Terrível era o destino dos navegantes que encontrassem
sereias em seu caminho. Ao ouvir seu irresistível canto, embalados por sua
beleza, eles se atiravam enlouquecidos ao mar, onde se afogavam. Por isso, homens
do mar experientes as evitavam. Mas o astuto Ulisses, herói da Odisséia, era um
homem de interesses insaciáveis e, ao voltar da guerra de Tróia, quis correr o
risco de conhecer o que de tão perigoso havia nesse (en)canto. Ao invés de
desviar delas, resolveu conhecê-las. Seu plano era simples, foi firmemente
amarrado ao mastro de seu navio, enquanto sua tripulação continuava remando,
com os olhos fixos no chão e ouvidos tapados com cera, protegidos assim dos
sons e imagens das sereias. A ideia seria que, durante a passagem do barco pelo
território delas, apenas Ulisses, amarrado e impotente, pudesse contemplar seus
feitiços e ter uma ideia de sua força. E assim foi. Homero nos relata que ao
ouvir os cantos das sereias, Ulisses arrependido de seu plano, mudou de ideia,
e quis se soltar. Não conseguindo, ficou furioso, se descontrolou, gritava,
berrava e implorava para sua tripulação (que não o podia ouvir) que o
libertasse das cordas, pois ele preferia se atirar desesperadamente ao mar, e
ficar ali com aquelas sensações maravilhosas, até então desconhecidas e
inimagináveis, mesmo que isso lhe custasse a vida. E era verdade, se tivesse
sido solto ele se atiraria ao mar por vontade própria, para morrer com as
sereias. Mas o barco passou, e Ulisses se viu livre do encanto para seguir não
só a viagem, mas sua vida.
Toda a Odisséia, que narra a fantástica viagem de Ulisses de
volta para Ítaca, após a guerra de Tróia, em meio a perigos e criaturas
fantásticas, nada mais é do que a história de um homem tentando voltar para o aconchego
do lar e o convívio da família, após um cansativo dia de trabalho. Em nossa
jornada diária, nos deparamos com obstáculos e dificuldades, que às vezes
parecem monstruosas e intransponíveis, como os Cíclopes e monstros da Odisséia.

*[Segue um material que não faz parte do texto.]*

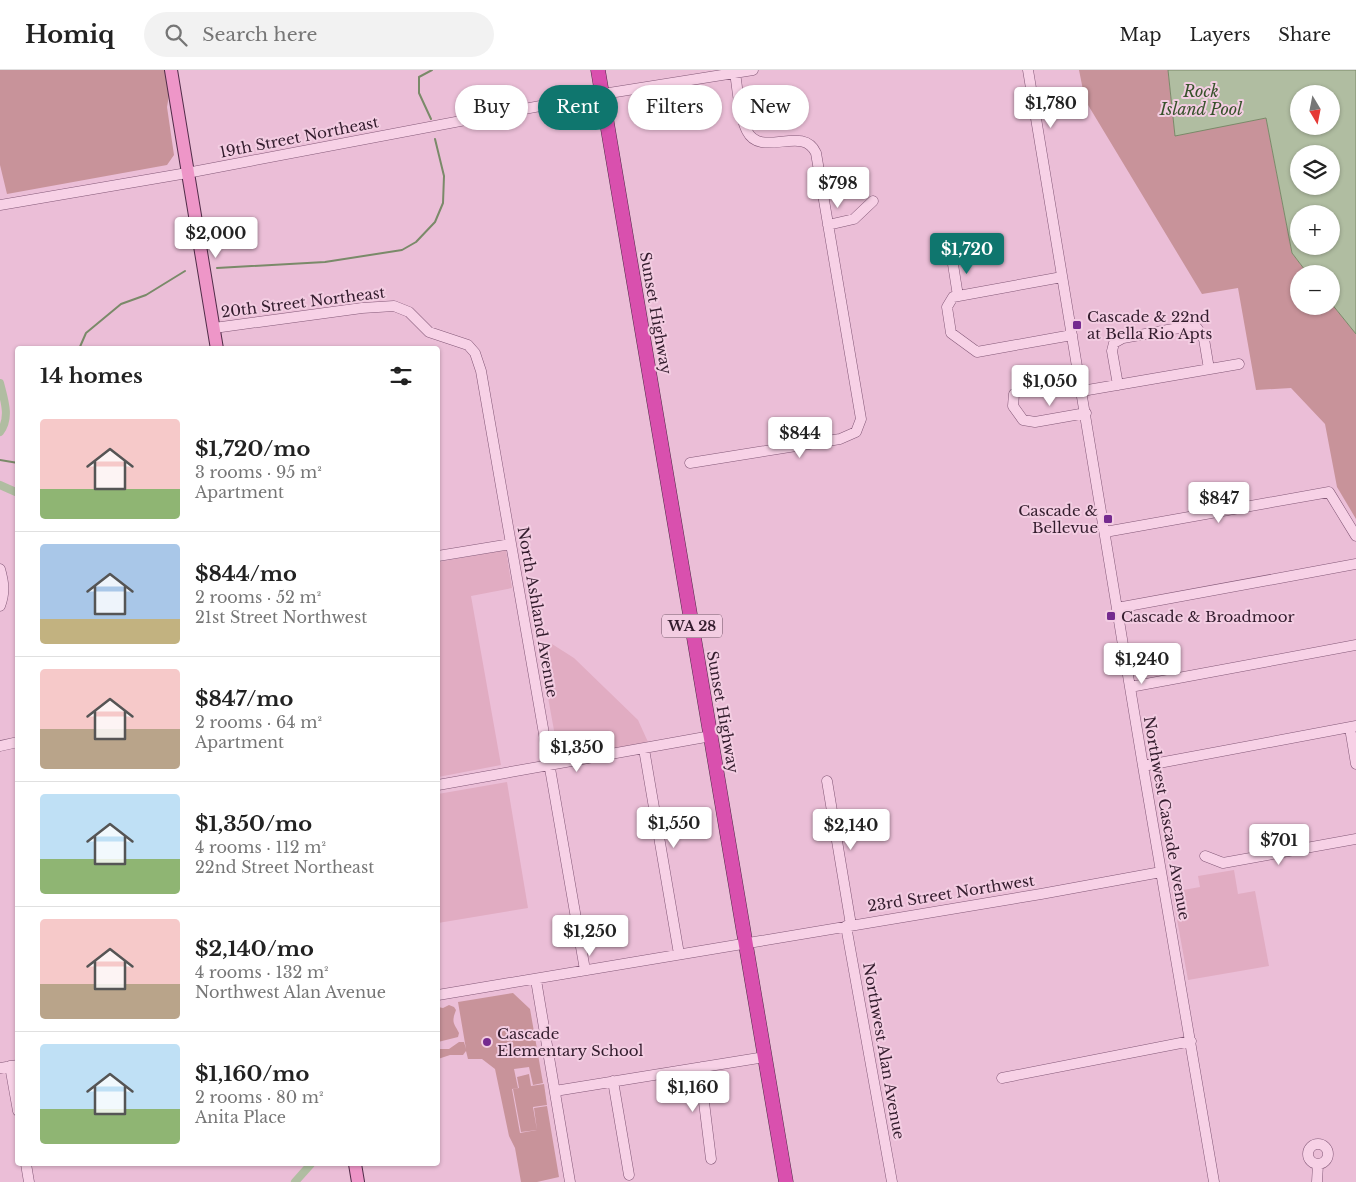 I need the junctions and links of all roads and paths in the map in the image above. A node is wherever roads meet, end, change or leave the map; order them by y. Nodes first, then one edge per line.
1 (171, 70) edge
2 (598, 70) edge
3 (753, 70) edge
4 (1028, 70) edge
5 (735, 73) junction
6 (601, 85) edge
7 (618, 92) edge
8 (538, 106) edge
9 (609, 130) edge
10 (187, 173) junction
11 (873, 201) dead end
12 (0, 205) edge
13 (828, 225) junction
14 (952, 258) dead end
15 (1062, 277) junction
16 (958, 296) junction
17 (419, 323) joint
18 (214, 328) junction
19 (1072, 335) junction
20 (217, 346) edge
21 (1240, 364) dead end
22 (1209, 369) junction
23 (1118, 385) junction
24 (1082, 391) junction
25 (1014, 394) dead end
26 (1086, 413) junction
27 (690, 463) dead end
28 (1105, 532) junction
29 (1356, 536) edge
30 (511, 544) junction
31 (440, 556) edge
32 (1356, 564) edge
33 (0, 569) edge
34 (0, 606) edge
35 (1117, 608) junction
36 (1356, 646) edge
37 (1130, 687) junction
38 (1353, 727) edge
39 (711, 736) junction
40 (15, 743) edge
41 (0, 746) edge
42 (644, 749) junction
43 (1356, 764) edge
44 (550, 765) junction
45 (1143, 766) junction
46 (827, 780) dead end
47 (440, 785) edge
48 (1356, 839) edge
49 (1205, 856) dead end
50 (1161, 872) junction
51 (849, 925) junction
52 (746, 943) junction
53 (679, 954) junction
54 (586, 970) junction
55 (536, 980) junction
56 (440, 995) edge
57 (1191, 1041) junction
58 (765, 1057) junction
59 (9, 1067) edge
60 (702, 1067) junction
61 (1002, 1078) dead end
62 (613, 1081) junction
63 (555, 1091) junction
64 (15, 1096) edge
65 (711, 1159) dead end
66 (1318, 1164) dead end
67 (26, 1166) edge
68 (355, 1166) edge
69 (629, 1175) dead end
70 (29, 1182) edge
71 (358, 1182) edge
72 (570, 1182) edge
73 (786, 1182) edge
74 (892, 1182) edge
75 (1214, 1182) edge
76 (1317, 1182) edge

1 - 10 main road
2 - 6 highway, Sunset Highway / WA 28
3 - 5 street, 19th Street Northeast
4 - 15 street, Northwest Cascade Avenue
5 - 7 street, 19th Street Northeast
5 - 13 street
8 - 10 street, 19th Street Northeast
9 - 39 highway, Sunset Highway / WA 28
10 - 12 street, 19th Street Northeast
10 - 18 main road
11 - 13 street
13 - 27 street
14 - 16 street
15 - 16 street
15 - 19 street, Northwest Cascade Avenue
16 - 19 street
17 - 18 street, 20th Street Northeast
17 - 30 street, North Ashland Avenue
18 - 20 main road
19 - 24 street, Northwest Cascade Avenue
21 - 22 street
22 - 23 street
22 - 23 street
23 - 24 street
24 - 26 street, Northwest Cascade Avenue
25 - 26 street
26 - 28 street, Northwest Cascade Avenue
28 - 29 street
28 - 35 street, Northwest Cascade Avenue
30 - 31 street
30 - 44 street, North Ashland Avenue
32 - 35 street
33 - 34 street
35 - 37 street, Northwest Cascade Avenue
36 - 37 street
37 - 45 street, Northwest Cascade Avenue
38 - 43 street
38 - 45 street
39 - 42 street
39 - 52 highway, Sunset Highway / WA 28
40 - 41 street
42 - 44 street
42 - 53 street
44 - 47 street
44 - 54 street, North Ashland Avenue
45 - 50 street, Northwest Cascade Avenue
46 - 51 street, Northwest Alan Avenue
48 - 49 street
50 - 51 street, 23rd Street Northwest
50 - 57 street, Northwest Cascade Avenue
51 - 52 street, 23rd Street Northwest
51 - 74 street, Northwest Alan Avenue
52 - 53 street, 23rd Street Northwest
52 - 58 highway, Sunset Highway / WA 28
53 - 54 street, 23rd Street Northwest
54 - 55 street, 23rd Street Northwest
55 - 56 street, 23rd Street Northwest
55 - 63 street
57 - 61 street
57 - 75 street, Northwest Cascade Avenue
58 - 60 street
58 - 73 highway, Sunset Highway / WA 28
59 - 64 street
60 - 62 street
60 - 65 street
62 - 63 street
62 - 69 street
63 - 72 street
66 - 76 street
67 - 70 street
68 - 71 main road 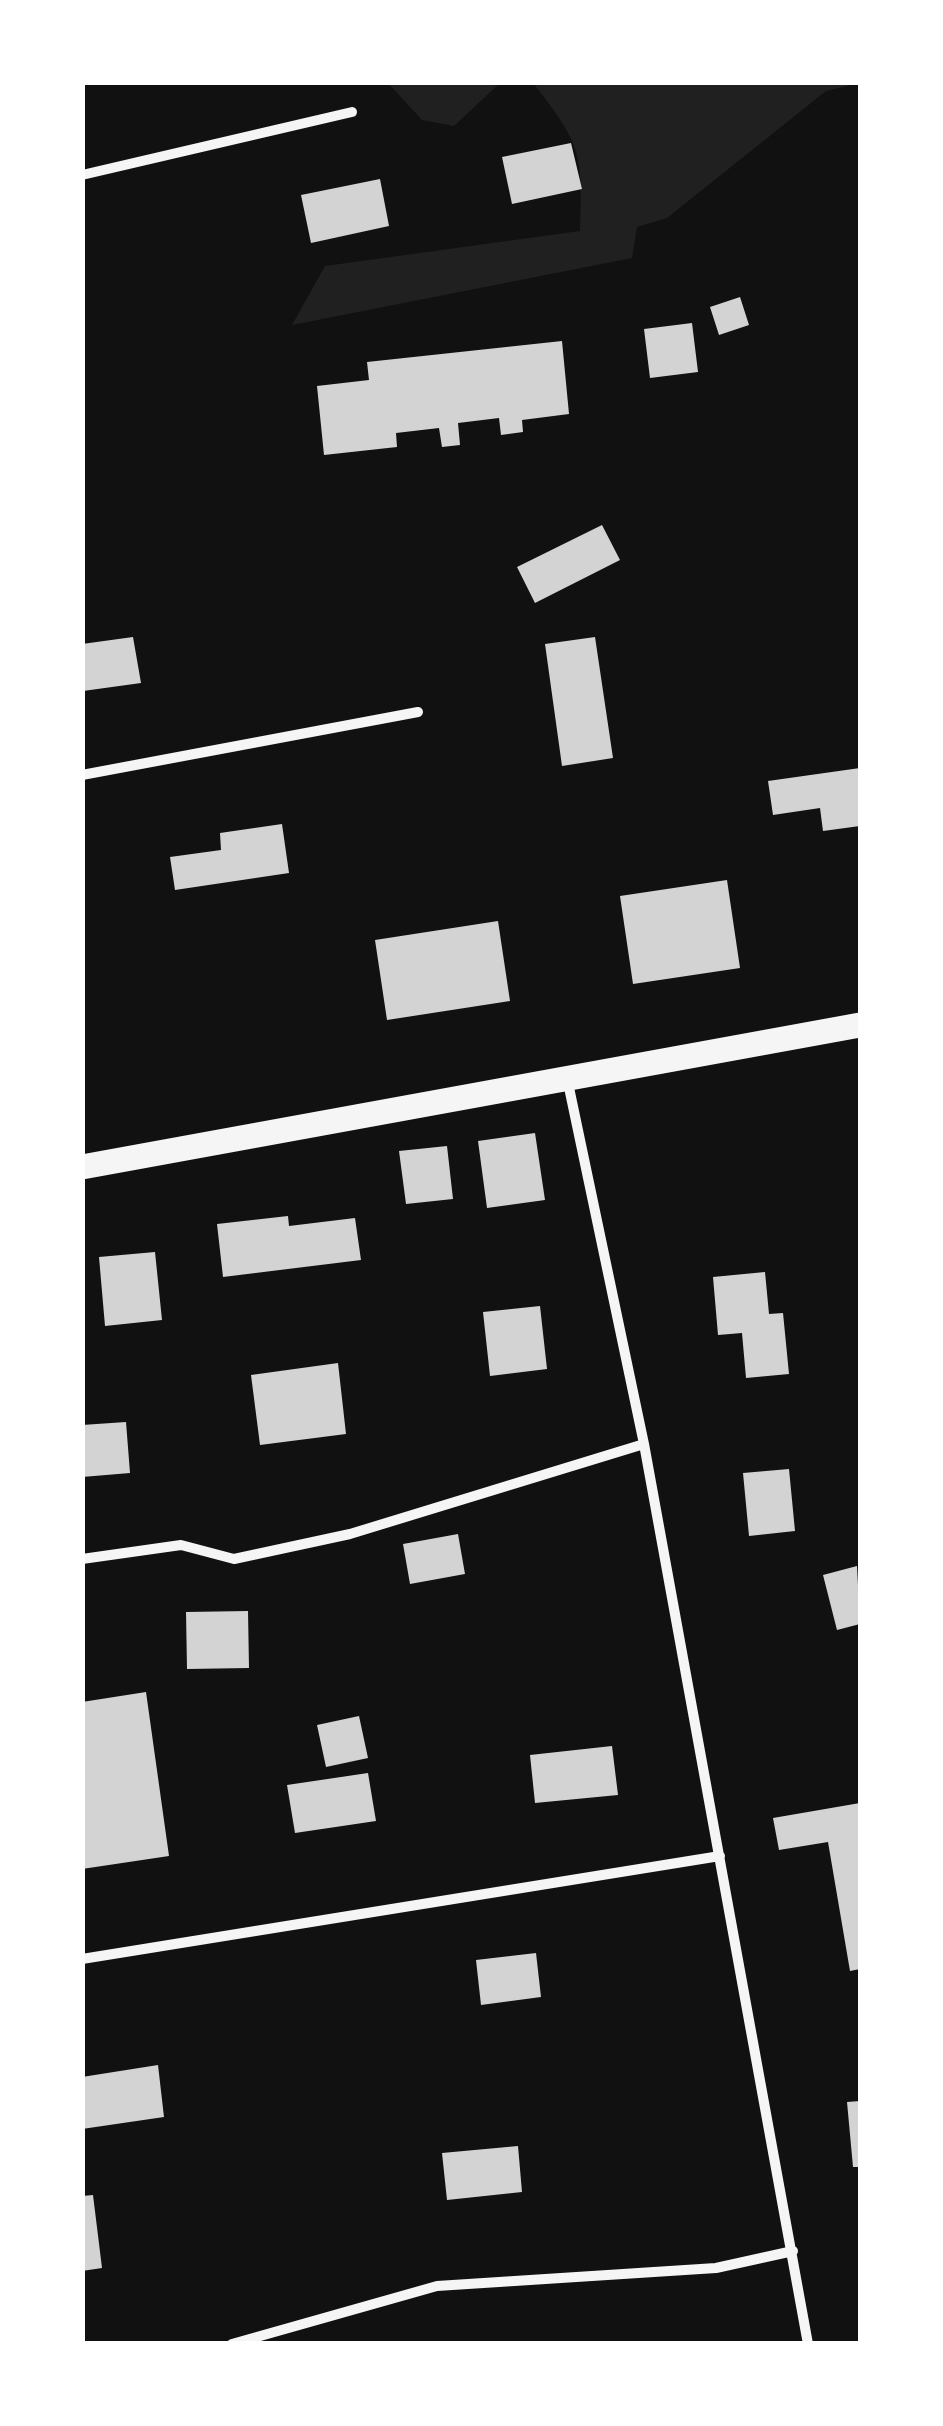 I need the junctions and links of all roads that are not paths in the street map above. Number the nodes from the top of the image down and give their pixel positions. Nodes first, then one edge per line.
1 (352, 112) dead end
2 (82, 174) edge
3 (418, 712) dead end
4 (82, 775) edge
5 (860, 1024) edge
6 (566, 1077) junction
7 (82, 1167) edge
8 (644, 1444) junction
9 (82, 1559) edge
10 (720, 1856) junction
11 (82, 1959) edge
12 (793, 2251) junction
13 (232, 2344) edge
14 (808, 2344) edge

1 - 2 street
3 - 4 street
5 - 6 main road
6 - 7 main road
6 - 8 street
8 - 9 street
8 - 10 street
10 - 11 street
10 - 12 street
12 - 13 street
12 - 14 street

A imagem do canto das sereias é ótima para ilustrar um
problema de abordagem delicada. Falar sobre “drogas” pode ser difícil, primeiro
porque é preciso discuti-las individualmente, cada uma traz questões
peculiares. Os problemas decorrentes do uso de maconha são muito diferentes
daqueles da cocaína, e assim por diante. Grande erro é colocá-las no mesmo “pacote”
em uma discussão, o que muitos medrosos e desinformados fazem, e é isso que leva
os argumentos dos idiotas que marcham pela maconha parecerem sensatos, misturar
alhos com bugalhos, desviar a atenção da verdade que importa.
Nem todos sabem na prática, e não em teoria, o quanto a
cocaína pode ser deliciosa; e poucas pessoas conseguem falar abertamente o que
pensam sobre isso, sem mentir ou se expor. A cocaína pode ser tão extasiante quanto
o canto das sereias, e fazer com que uma pessoa, que não esteja fortemente
amarrada ao mastro, perca o rumo e não consiga voltar para casa. Com a maconha
os problemas são outros. Quem usa maconha não está nem aí se vai ficar amarrado
ao mastro, se vai se soltar, se fica, se vai, ou se foi. Ele vai rir o riso
estúpido dos imbecis, numa apatia desapaixonada, independente do que aconteça.
As sereias
possuem uma arma ainda mais terrível do que seu canto: o silêncio.